Il made in Italy detta legge nella nautica di luss

C’è un comparto, nel variegato mondo dell’export italiano, che sembra non solo essere esente da crisi, ma che guida trionfalmente le classifiche mondiali: è quello della grande nautica di lusso. A leggere i resoconti del “Global Order Book 2020”, che mette in fila gli ordini per le navi da diporto nel mondo – ovvero gli yacht sopra i 24 metri di lunghezza- l’Italia ha sbaragliato ogni concorrenza con 268 super-yacht in costruzione nell’anno appena concluso, su un totale mondiale di 621.

Quello che la classifica non dice è che la Turchia, giunta in pochi anni ad essere il secondo costruttore al mondo, è in realtà in buona parte propaggine della cantieristica italiana, dove molti grandi scafi vengono costruiti per i marchi italiani, che poi le completano e li arredano in Italia. Le 77 navi da diporto con cui la Turchia ha guadagnato la seconda posizione al mondo sono almeno per la metà scafi nudi da destinare ai cantieri italiani sia del Tirreno che dell’Adriatico. I Paesi Bassi, un tempo leader nel settore dei grandi e grandissimi yacht d’acciaio, nel 2019 sono scesi al terzo posto con 68 unità: tutte di altissimo livello qualitativo e di grandi dimensioni, ma che stanno ormai trovando una concorrenza italiana altrettanto dimensionata e con in più il fascino riconosciuto in tutto il mondo nautico del “made in Italy”.

La classifica mondiale dei singoli costruttori è guidata anch’essa dai cantieri italiani: Sanlorenzo è il primo, seguito da Azimut e da Benetti, che di Azimut è un brand dedicato proprio agli yacht più grandi. Proprio Benetti nel 2019 ha varato per la prima volta nella sua storia tre mega-yacht da oltre 100 metri di lunghezza, entrando nel campo della (passata) specializzazione dei Paesi Bassi. I tre cantieri citati da soli hanno rappresentato il 22,5% degli ordini globali. Il “Global Order Book” sottolinea inoltre che nella classifica mondiale dei primi venti cantieri del diporto sono sette quali italiani: oltre ai citati Sanlorenzo, Azimut e Benetti – tutti sul Tirreno – ci sono anche Overmarine, Perini Navi (anche velieri supertecnologici), Baglietto e sull’Adriatico il Cantiere delle Marche. Ferretti è considerato cinese, ma i suoi brand sono tutti italianissimi. Alcuni brand che figurano più in basso nella classifica, come il viareggino Codecasa, sono peraltro considerati le vere fuoriserie del comparto: opere d’arte di altissimo artigianato, totalmente custom (cioè “tagliate” su misura dei gusti dell’armatore) e arredate in modo altrettanto esclusivo.

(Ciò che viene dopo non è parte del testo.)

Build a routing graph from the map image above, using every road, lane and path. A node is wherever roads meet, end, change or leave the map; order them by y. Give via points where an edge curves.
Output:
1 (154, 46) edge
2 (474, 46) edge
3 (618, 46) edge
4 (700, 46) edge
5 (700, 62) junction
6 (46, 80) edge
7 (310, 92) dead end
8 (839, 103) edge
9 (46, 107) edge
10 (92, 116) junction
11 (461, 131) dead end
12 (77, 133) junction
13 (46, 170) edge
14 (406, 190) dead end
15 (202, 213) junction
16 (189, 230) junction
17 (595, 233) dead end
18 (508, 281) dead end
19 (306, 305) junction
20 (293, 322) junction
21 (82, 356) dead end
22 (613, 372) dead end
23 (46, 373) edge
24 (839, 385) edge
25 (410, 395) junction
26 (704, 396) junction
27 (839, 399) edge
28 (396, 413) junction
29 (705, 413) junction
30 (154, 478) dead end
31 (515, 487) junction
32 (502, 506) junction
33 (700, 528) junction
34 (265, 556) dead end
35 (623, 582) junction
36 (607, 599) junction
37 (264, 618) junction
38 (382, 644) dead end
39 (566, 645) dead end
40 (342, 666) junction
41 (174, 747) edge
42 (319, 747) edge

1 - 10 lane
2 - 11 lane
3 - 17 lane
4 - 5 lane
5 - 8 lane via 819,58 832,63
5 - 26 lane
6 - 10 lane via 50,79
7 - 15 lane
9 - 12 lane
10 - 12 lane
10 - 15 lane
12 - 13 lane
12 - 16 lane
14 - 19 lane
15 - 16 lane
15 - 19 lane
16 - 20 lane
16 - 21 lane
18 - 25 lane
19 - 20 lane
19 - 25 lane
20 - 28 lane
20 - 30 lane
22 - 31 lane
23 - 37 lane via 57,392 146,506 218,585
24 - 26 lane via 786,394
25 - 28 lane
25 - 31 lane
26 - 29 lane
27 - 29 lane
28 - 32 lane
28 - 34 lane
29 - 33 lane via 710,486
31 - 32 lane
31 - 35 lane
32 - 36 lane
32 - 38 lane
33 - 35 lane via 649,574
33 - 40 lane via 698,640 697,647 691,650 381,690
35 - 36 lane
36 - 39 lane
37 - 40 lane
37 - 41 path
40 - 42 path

Sul piano finanziario, il valore della produzione italiana è cresciuto in dieci anni del 78,5%: con un biennio di incertezza all’inizio, ma un trend in crescita dal 2012. Nel 2018 il complesso delle unità entrobordo – in particolare yacht di grandi dimensioni – ha fatturato ufficialmente circa 2 miliardi di euro. Considerato che molte vendite vengono attraverso broker internazionali ubicati in paradisi fiscali, non è difficile immaginare che il giro d’affari sia ancora superiore. La quasi totalità delle navi da diporto – ovvero gli yacht sopra i 24 metri secondo la legge italiana – sono vendute ad armatori stranieri: o comunque società ubicate fuori dall’Italia, anche se poi si scopre che hanno nei loro board ricchi italiani. Alcuni sciagurati provvedimenti fiscali degli anni passati, come quello del governo Monti che istituì una pesante tassa di stazionamento, hanno allontanato dall’Italia quasi tutti i grandi yacht: alcuni sono poi rientrati, ma è stato un pesante danno anche per la portualità turistica e per i lucrosi refitting, ovvero le modifiche (specie all’arredamento e all’impiantistica) che buona parte degli armatori ordina dopo qualche tempo di utilizzo del proprio “giocattolone”.

Come già citato, i grandi yacht sono quasi tutti esportati, con una crescita dell’export del 101% i n dieci anni e il relativo incremento del fatturato. L’”Order Book” registra anche le vendite sul mercato italiano, che sempre nel settore oltre 24 metri sono cresciute a partire dal 2014 di circa il 60%. Si tratta in gran parte di yacht tra i 25 e i 39 metri, che hanno come basi operative i grandi prestigiosi marina di Porto Cervo, Cala de’Medici e Lavagna sul Tirreno, Rimini, Ancona e Venezia in Adriatico. Per concludere, la grande nautica italiana da lavoro, sia pure a periodi, ad almeno 20 mila addetti.